Publication of Clinical Trials
Marc F. Swiontkowski, MD

The Journal of Bone and Joint Surgery (JBJS) began as the Transactions of the American Orthopedic Association with the publication of that association's annual meeting proceedings of 1887 and 1888. Volume XVI of the Transactions of the American Orthopedic Association became Volume I of the American Journal of Orthopedic Surgery, and in 1919, when the Journal became the official publication of the British Orthopaedic Association as well, the word American was dropped and the spelling of Orthopedic was corrected to Orthopaedic. In 1948, the American and British volumes were established. Throughout its long history, the major goal of The Journal of Bone and Joint Surgery has been to improve the quality of the information on which the practice of orthopaedic surgery is based.

Our masthead contains the mission statement: “excellence through peer review.” Five years ago, we became the first musculoskeletal research journal to routinely report levels of evidence of clinical research studies. The basis for this decision was the desire to increase the knowledge base of the orthopaedic community regarding the quality of clinical research design and how it should impact decisions surrounding patient care. The number of controlled trials published in JBJS continues to increase1, and publication of high-quality major randomized controlled trials is a top priority.
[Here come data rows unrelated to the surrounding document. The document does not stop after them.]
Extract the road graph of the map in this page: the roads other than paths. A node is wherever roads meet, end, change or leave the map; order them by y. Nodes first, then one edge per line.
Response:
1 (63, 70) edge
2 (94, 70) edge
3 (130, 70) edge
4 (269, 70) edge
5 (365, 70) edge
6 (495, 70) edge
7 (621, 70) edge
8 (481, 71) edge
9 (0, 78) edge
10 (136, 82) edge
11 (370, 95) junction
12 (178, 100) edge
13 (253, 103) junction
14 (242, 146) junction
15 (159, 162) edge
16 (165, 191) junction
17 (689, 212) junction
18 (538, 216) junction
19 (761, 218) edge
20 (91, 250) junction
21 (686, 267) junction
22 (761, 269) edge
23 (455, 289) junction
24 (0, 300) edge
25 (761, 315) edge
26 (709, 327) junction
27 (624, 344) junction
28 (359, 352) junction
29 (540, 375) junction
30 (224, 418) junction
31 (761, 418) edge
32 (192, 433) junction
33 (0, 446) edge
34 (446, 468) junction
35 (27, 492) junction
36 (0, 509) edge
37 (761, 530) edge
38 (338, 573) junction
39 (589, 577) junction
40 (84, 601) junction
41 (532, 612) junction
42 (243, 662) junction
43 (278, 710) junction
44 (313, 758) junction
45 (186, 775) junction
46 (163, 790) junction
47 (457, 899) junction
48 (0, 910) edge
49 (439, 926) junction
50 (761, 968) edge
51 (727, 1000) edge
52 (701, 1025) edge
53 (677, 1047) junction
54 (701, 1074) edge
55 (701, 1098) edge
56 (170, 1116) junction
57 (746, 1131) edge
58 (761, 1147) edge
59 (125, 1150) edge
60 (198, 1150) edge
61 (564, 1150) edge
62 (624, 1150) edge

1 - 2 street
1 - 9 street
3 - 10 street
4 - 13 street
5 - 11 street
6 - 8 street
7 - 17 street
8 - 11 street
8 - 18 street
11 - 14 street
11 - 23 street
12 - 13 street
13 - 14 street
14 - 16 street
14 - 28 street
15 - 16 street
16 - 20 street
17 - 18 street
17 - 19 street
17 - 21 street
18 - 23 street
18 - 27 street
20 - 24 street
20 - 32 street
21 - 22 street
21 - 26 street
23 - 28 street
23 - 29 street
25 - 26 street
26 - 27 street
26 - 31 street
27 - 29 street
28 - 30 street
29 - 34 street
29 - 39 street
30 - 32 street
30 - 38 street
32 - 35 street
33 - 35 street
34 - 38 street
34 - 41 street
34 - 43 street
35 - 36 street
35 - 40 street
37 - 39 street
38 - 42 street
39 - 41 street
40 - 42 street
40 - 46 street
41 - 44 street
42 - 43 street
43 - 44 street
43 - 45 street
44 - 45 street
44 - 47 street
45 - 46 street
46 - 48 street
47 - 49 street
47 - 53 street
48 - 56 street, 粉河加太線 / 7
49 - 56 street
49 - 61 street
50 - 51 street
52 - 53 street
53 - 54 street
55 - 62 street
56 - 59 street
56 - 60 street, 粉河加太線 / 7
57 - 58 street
In recent years, we have published a substantial number of major randomized controlled trials that have immediately impacted clinical practice. Although observational studies (Level III and Level IV) and systematic reviews (Level II) remain extremely valuable sources of clinical information, randomized controlled trials remain at the top of the hierarchy of evidence. The Instructions to Authors published in this journal each month include detailed information about preparation and submission of scientific manuscripts; many aspects of the instructions are pertinent for clinical trials. Features related solely to randomized controlled trials are emphasized in this editorial.

Effective January 1, 2009, JBJS-Am will require, as a condition of consideration for publication, that all randomized controlled trials be registered in a public trials registry acceptable to the International Committee of Medical Journal Editors (ICMJE)2,3. Clinical trials for which patient enrollment began after July 2005 should have been registered before the onset of patient enrollment. JBJS-Am requires registration of all randomized controlled trials in which human subjects are randomized to an intervention, not just those trials involving drugs or devices subject to provisions of the U.S. Food and Drug Administration (FDA) Federal Food, Drug, and Cosmetic Act, recently amended in 20074. A part of the editorial review may include an evaluation of the registration information posted regarding the trial to determine if the a priori outcomes reported in the manuscript are the same as those originally proposed.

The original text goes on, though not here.